Saturday, November 2, 2013

Had God Forgotten to Create a Mate for Adam?

 

By the end of the nineteenth century, as Charles Darwin's theory became more broadly accepted by scientists, many theologians accepted evolution except for the human species, which they argued possessed properties, like morality, that evolution could not explain.  Some of their hesitancy derived from concerns that evolution could undermine morality and even the larger social order, or that evolution could conflict with Christian claims that human beings were created in the image of God.

 

B. B. Warfield because he had strong views on the complete inerrancy of Scripture is often cited by today's most conservative young earth creationists and other fundamentalists. And yet he wrote:

 

The upshot of the whole matter is that there is no necessary antagonism of Christianity to evolution, provided that we do not hold to too extreme a form of evolution. To adopt any form that does not permit God freely to work apart from law and which does not allow miraculous intervention (in the giving of the soul, in creating Eve, etc.) will entail a great reconstruction of Christian doctrine, and a very great reconstruction of Christian doctrine, and a very great lowering of the detailed authority of the bible.

 

Despite his acknowledgement of difficult issues with evolution---including the creation of Eve---his stance on the interpretation of Scripture was clear. Although committed to the plenary verbal inspiration of the bible, he did not see any need for a wholesale rejection of Darwin's theory of evolution.

 

The Language of Science and Faith

---Karl W. Giberson & Francis S. Collins

The Lord God took the man and put him in the Garden of Eden to work it and keep it. And the Lord God commanded the man, saying, "You may surely eat of every tree of the garden, but of the tree of the knowledge of good and evil you shall not eat, for in the day that you eat] of it you shall surely die." Does the Bible tell us Adam passed this tidbit of information along to Eve who did not exist at this time?
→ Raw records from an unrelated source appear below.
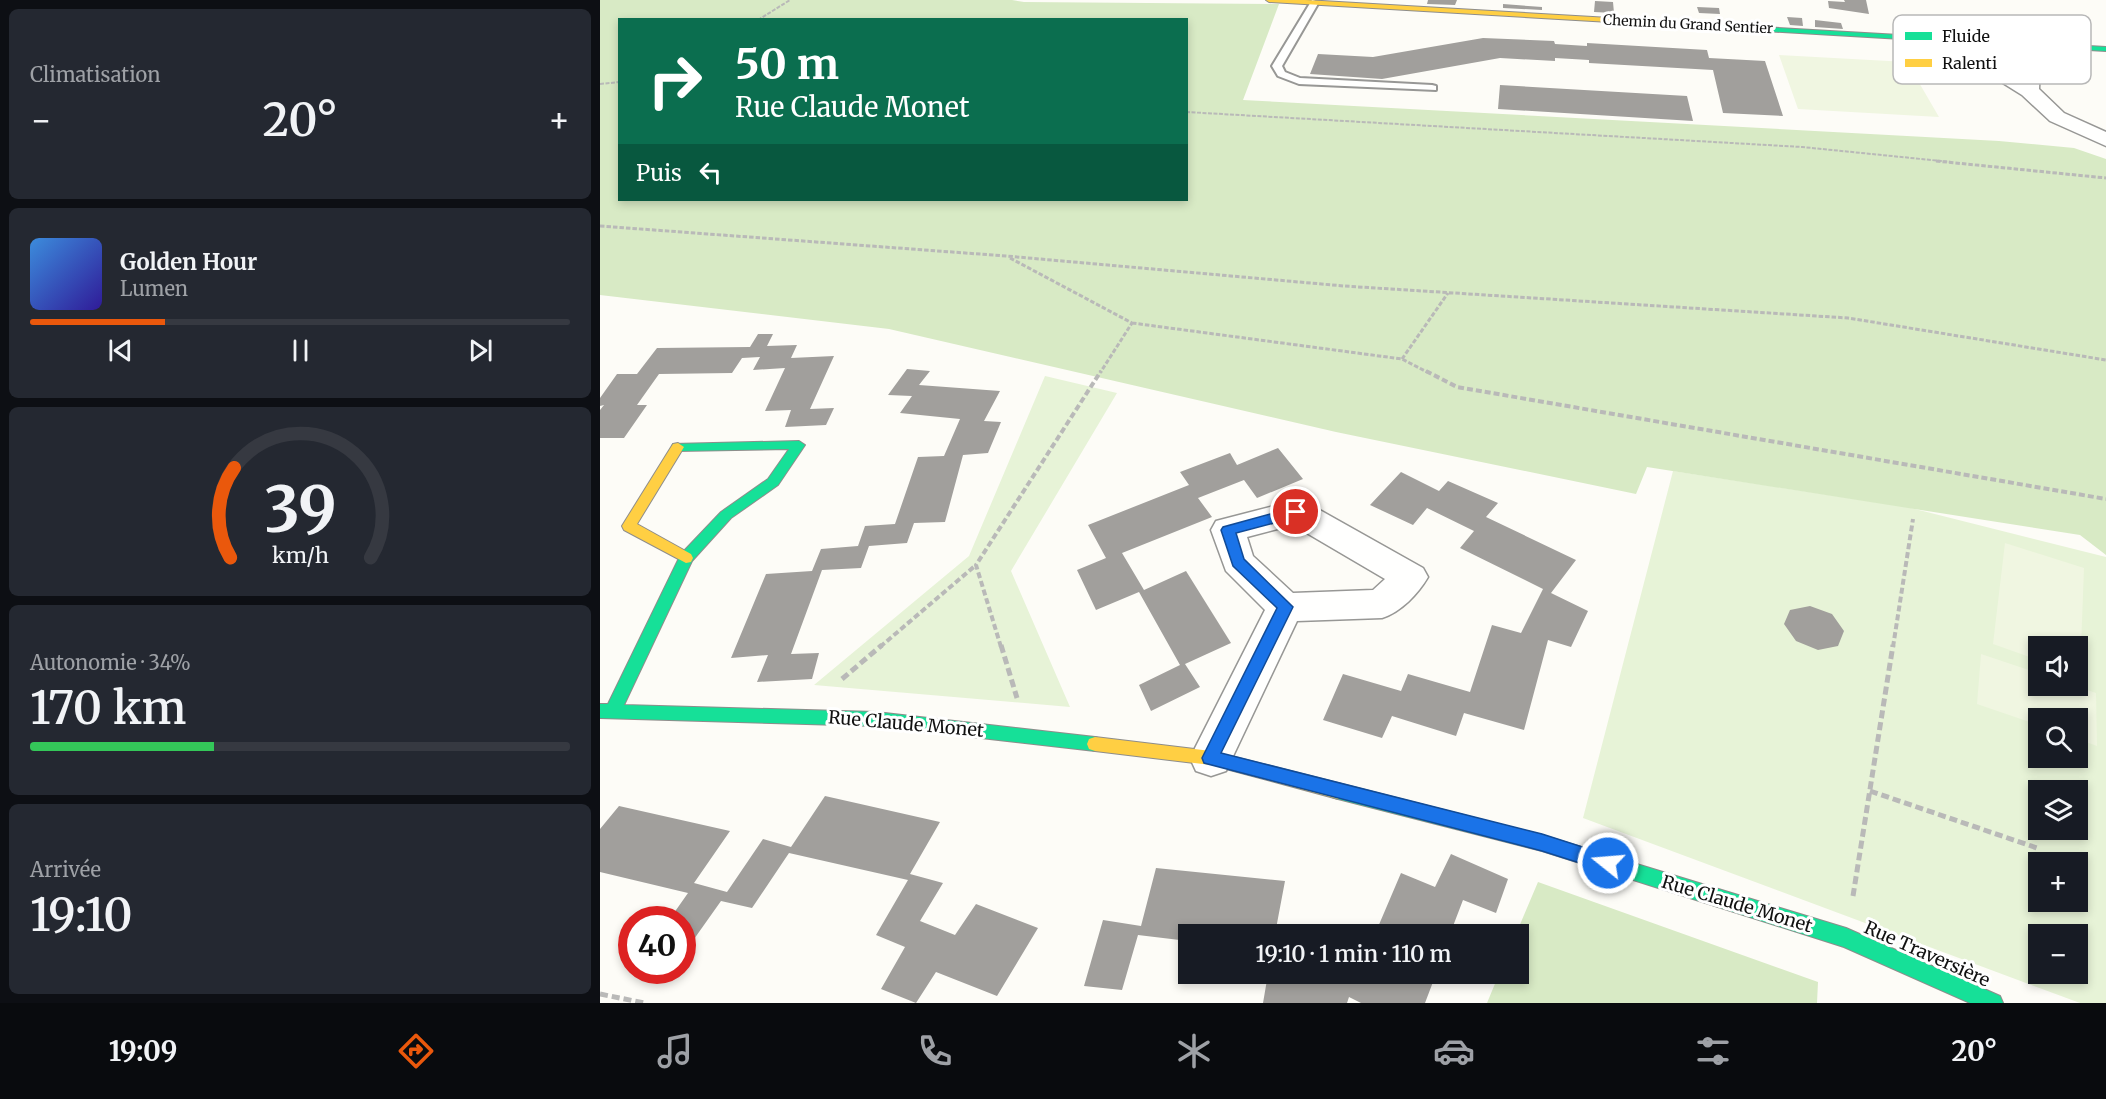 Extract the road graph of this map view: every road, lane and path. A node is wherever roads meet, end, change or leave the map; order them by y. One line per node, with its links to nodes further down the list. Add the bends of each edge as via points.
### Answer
1 (790, 0): 4 (path)
2 (1269, 0): 3 (street, Chemin du Grand Sentier)
3 (1315, 2): 5 (street, Chemin du Grand Sentier); 12 (lane, via 1276,66 1281,74 1299,81)
4 (761, 18)
5 (1893, 37)
6 (2091, 49): 7 (street)
7 (2106, 50)
8 (618, 81): 9 (path)
9 (600, 84)
10 (2020, 84): 13 (street)
11 (2029, 84): 13 (street)
12 (1432, 88)
13 (2029, 91): 15 (street, via 2057,117)
14 (1188, 112): 16 (path, via 1802,147)
15 (2106, 140)
16 (2106, 178)
17 (600, 226): 18 (path)
18 (1006, 256): 19 (path); 20 (path)
19 (1448, 293): 21 (path); 22 (path, via 1848,318)
20 (1132, 323): 21 (path); 26 (path)
21 (1402, 359): 23 (path, via 1457,387)
22 (2106, 360)
23 (2106, 499)
24 (1913, 519): 32 (path)
25 (687, 558): 25 (street, via 726,515 774,482 799,445 679,445 629,526); 28 (street)
26 (976, 565): 29 (path); 30 (path)
27 (1285, 607): 31 (street)
28 (606, 710): 29 (street, Rue Claude Monet)
29 (798, 716): 30 (street, Rue Claude Monet, via 876,719)
30 (1029, 736): 31 (street, Rue Claude Monet)
31 (1210, 758): 34 (street, Rue Claude Monet, via 1542,843)
32 (1870, 791): 33 (path); 34 (path)
33 (2040, 849)
34 (1846, 938): 37 (street, Rue Traversière)
35 (600, 994): 36 (path)
36 (644, 1003)
37 (1993, 1003) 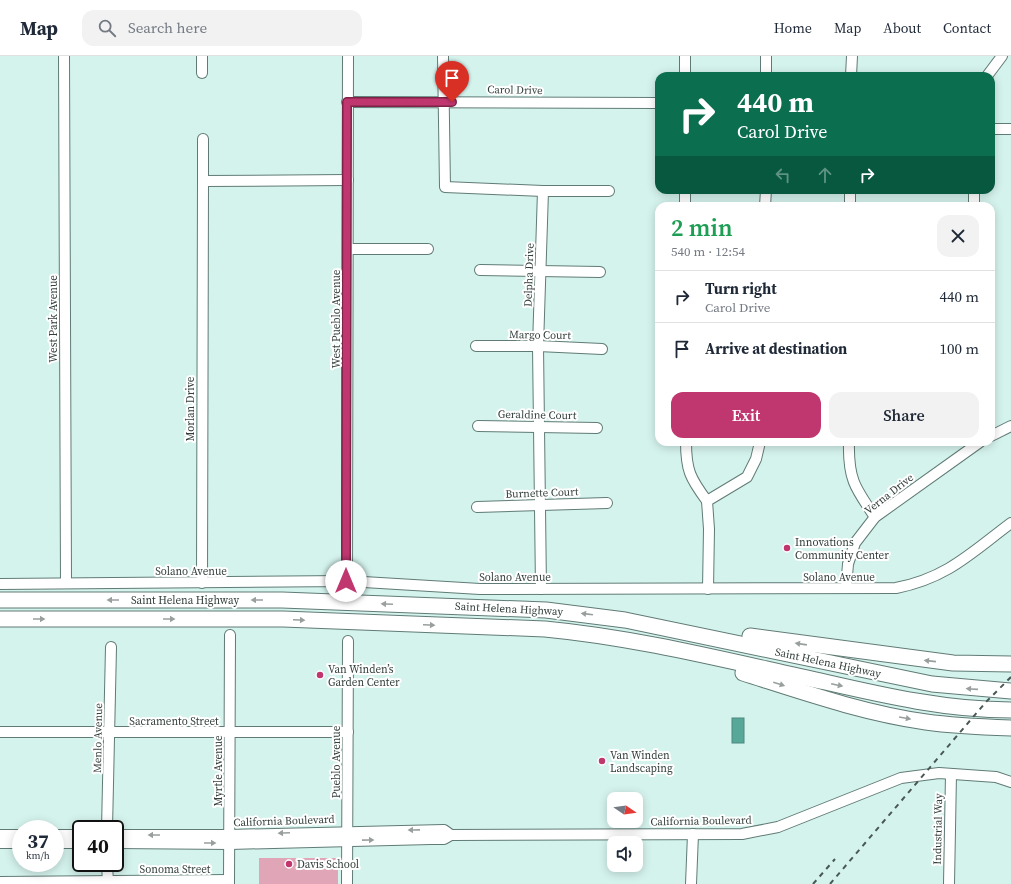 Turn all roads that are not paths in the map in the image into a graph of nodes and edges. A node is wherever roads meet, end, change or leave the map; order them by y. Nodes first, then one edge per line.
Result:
1 (64, 56) edge
2 (202, 56) edge
3 (348, 56) edge
4 (442, 56) edge
5 (685, 56) edge
6 (766, 56) edge
7 (852, 56) edge
8 (1002, 56) edge
9 (685, 72) edge
10 (766, 72) edge
11 (852, 72) edge
12 (990, 72) edge
13 (202, 73) dead end
14 (347, 102) junction
15 (443, 102) junction
16 (655, 103) edge
17 (995, 129) edge
18 (1011, 129) edge
19 (203, 140) dead end
20 (348, 180) junction
21 (203, 181) junction
22 (609, 190) dead end
23 (543, 191) junction
24 (348, 249) junction
25 (428, 249) dead end
26 (480, 270) dead end
27 (542, 270) junction
28 (600, 272) dead end
29 (476, 346) dead end
30 (538, 346) junction
31 (602, 350) dead end
32 (478, 426) dead end
33 (1011, 426) edge
34 (538, 428) junction
35 (597, 428) dead end
36 (995, 434) edge
37 (686, 446) edge
38 (759, 446) edge
39 (848, 446) edge
40 (974, 446) edge
41 (706, 501) junction
42 (607, 503) dead end
43 (477, 506) dead end
44 (541, 506) junction
45 (875, 517) junction
46 (1011, 523) edge
47 (346, 581) junction
48 (66, 582) junction
49 (202, 582) junction
50 (0, 584) edge
51 (846, 588) junction
52 (541, 589) junction
53 (708, 589) junction
54 (0, 600) edge
55 (0, 619) edge
56 (625, 620) junction
57 (230, 635) dead end
58 (348, 640) dead end
59 (662, 646) junction
60 (111, 647) dead end
61 (1011, 664) edge
62 (1011, 691) edge
63 (1011, 710) edge
64 (1011, 728) edge
65 (0, 732) edge
66 (348, 732) junction
67 (230, 733) junction
68 (110, 734) junction
69 (952, 774) junction
70 (1011, 782) edge
71 (107, 820) edge
72 (693, 834) junction
73 (0, 835) edge
74 (12, 835) edge
75 (124, 835) edge
76 (348, 836) junction
77 (229, 839) junction
78 (0, 843) edge
79 (12, 843) edge
80 (124, 843) edge
81 (108, 872) edge
82 (0, 882) edge
83 (230, 882) edge
84 (108, 883) edge
85 (348, 884) edge
86 (691, 884) edge
87 (950, 884) edge

1 - 48 street, West Park Avenue
2 - 13 street
3 - 14 street, West Pueblo Avenue
4 - 15 street
5 - 9 street
6 - 10 street
7 - 11 street
8 - 12 street
14 - 15 street, Carol Drive
14 - 20 street, West Pueblo Avenue
15 - 16 street, Carol Drive
15 - 23 street
17 - 18 street
19 - 21 street, Morlan Drive
20 - 21 street
20 - 24 street, West Pueblo Avenue
21 - 49 street, Morlan Drive
22 - 23 street
23 - 27 street, Delpha Drive
24 - 25 street
24 - 47 street, West Pueblo Avenue
26 - 27 street
27 - 28 street
27 - 30 street, Delpha Drive
29 - 30 street, Margo Court
30 - 31 street, Margo Court
30 - 34 street, Delpha Drive
32 - 34 street, Geraldine Court
33 - 36 street
34 - 35 street, Geraldine Court
34 - 44 street, Delpha Drive
37 - 41 street
38 - 41 street
39 - 45 street
40 - 45 street, Verna Drive
41 - 53 street
42 - 44 street, Burnette Court
43 - 44 street, Burnette Court
44 - 52 street, Delpha Drive
45 - 51 street, Verna Drive
46 - 51 street, Solano Avenue
47 - 49 street, Solano Avenue
47 - 52 street, Solano Avenue
48 - 49 street, Solano Avenue
48 - 50 street, Solano Avenue
51 - 53 street, Solano Avenue
52 - 53 street, Solano Avenue
56 -> 54 highway, Saint Helena Highway
55 -> 59 highway, Saint Helena Highway
61 -> 56 highway
62 -> 56 highway, Saint Helena Highway
57 - 67 street, Myrtle Avenue
58 - 66 street, Pueblo Avenue
59 -> 63 highway, Saint Helena Highway
59 -> 64 highway
60 - 68 street, Menlo Avenue
65 - 68 street, Sacramento Street
66 - 67 street, Sacramento Street
66 - 76 street, Pueblo Avenue
67 - 68 street, Sacramento Street
67 - 77 street, Myrtle Avenue
68 - 71 street, Menlo Avenue
69 - 70 street, California Boulevard
69 - 72 street, California Boulevard
69 - 87 street, Industrial Way
72 - 76 street, California Boulevard
72 - 86 street
73 - 74 street
77 -> 75 street, California Boulevard
76 - 77 street, California Boulevard
76 - 85 street, Pueblo Avenue
80 -> 77 street, California Boulevard
77 - 83 street, Myrtle Avenue
78 - 79 street
81 - 84 street
82 - 84 street, Sonoma Street
83 - 84 street, Sonoma Street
Then the Lord God said, "It is not good that the man should be alone; I will make him a helper fit for him." Now out of the ground the Lord God had formed every beast of the field and every bird of the heavens and brought them to the man to see what he would call them. And whatever the man called every living creature that was its name. The man gave names to all livestock and to the birds of the heavens and to every beast of the field. But for Adam there was not found a helper fit for him. 

Does anyone believe God had not considered Eve until this point in time?